WHAT THE TASK REQUIRES:
Where the listing below has a line containing "I need the junctions and links of every", output that line and all lines after it, verbatim, and no others.

==============================

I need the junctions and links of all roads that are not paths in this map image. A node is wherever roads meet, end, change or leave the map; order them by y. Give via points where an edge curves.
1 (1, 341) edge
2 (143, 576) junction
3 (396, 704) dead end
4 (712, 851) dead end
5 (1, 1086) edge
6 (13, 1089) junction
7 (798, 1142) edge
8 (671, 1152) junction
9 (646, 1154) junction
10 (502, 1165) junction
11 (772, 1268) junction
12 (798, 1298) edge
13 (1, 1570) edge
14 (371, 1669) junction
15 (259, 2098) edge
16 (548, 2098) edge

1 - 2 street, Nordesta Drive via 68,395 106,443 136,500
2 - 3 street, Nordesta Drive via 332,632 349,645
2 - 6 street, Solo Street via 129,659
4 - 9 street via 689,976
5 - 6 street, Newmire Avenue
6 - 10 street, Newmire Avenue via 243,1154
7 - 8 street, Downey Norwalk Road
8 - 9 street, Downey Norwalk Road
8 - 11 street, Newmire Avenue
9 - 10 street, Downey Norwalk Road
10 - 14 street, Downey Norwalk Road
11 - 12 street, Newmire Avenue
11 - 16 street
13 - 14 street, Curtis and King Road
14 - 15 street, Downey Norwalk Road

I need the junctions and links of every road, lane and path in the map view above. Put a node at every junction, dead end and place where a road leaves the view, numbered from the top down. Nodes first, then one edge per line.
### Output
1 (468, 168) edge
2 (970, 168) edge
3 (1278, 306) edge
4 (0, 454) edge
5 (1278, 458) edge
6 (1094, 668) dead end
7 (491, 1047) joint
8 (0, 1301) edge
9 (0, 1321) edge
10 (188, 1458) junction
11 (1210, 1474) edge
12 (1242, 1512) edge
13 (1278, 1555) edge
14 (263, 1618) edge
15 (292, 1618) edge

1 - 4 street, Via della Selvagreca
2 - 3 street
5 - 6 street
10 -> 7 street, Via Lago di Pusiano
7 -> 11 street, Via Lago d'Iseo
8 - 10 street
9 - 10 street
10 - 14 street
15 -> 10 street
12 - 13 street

==============================

THE ANSWER:
I need the junctions and links of every road, lane and path in the map view above. Put a node at every junction, dead end and place where a road leaves the view, numbered from the top down. Nodes first, then one edge per line.
### Output
1 (468, 168) edge
2 (970, 168) edge
3 (1278, 306) edge
4 (0, 454) edge
5 (1278, 458) edge
6 (1094, 668) dead end
7 (491, 1047) joint
8 (0, 1301) edge
9 (0, 1321) edge
10 (188, 1458) junction
11 (1210, 1474) edge
12 (1242, 1512) edge
13 (1278, 1555) edge
14 (263, 1618) edge
15 (292, 1618) edge

1 - 4 street, Via della Selvagreca
2 - 3 street
5 - 6 street
10 -> 7 street, Via Lago di Pusiano
7 -> 11 street, Via Lago d'Iseo
8 - 10 street
9 - 10 street
10 - 14 street
15 -> 10 street
12 - 13 street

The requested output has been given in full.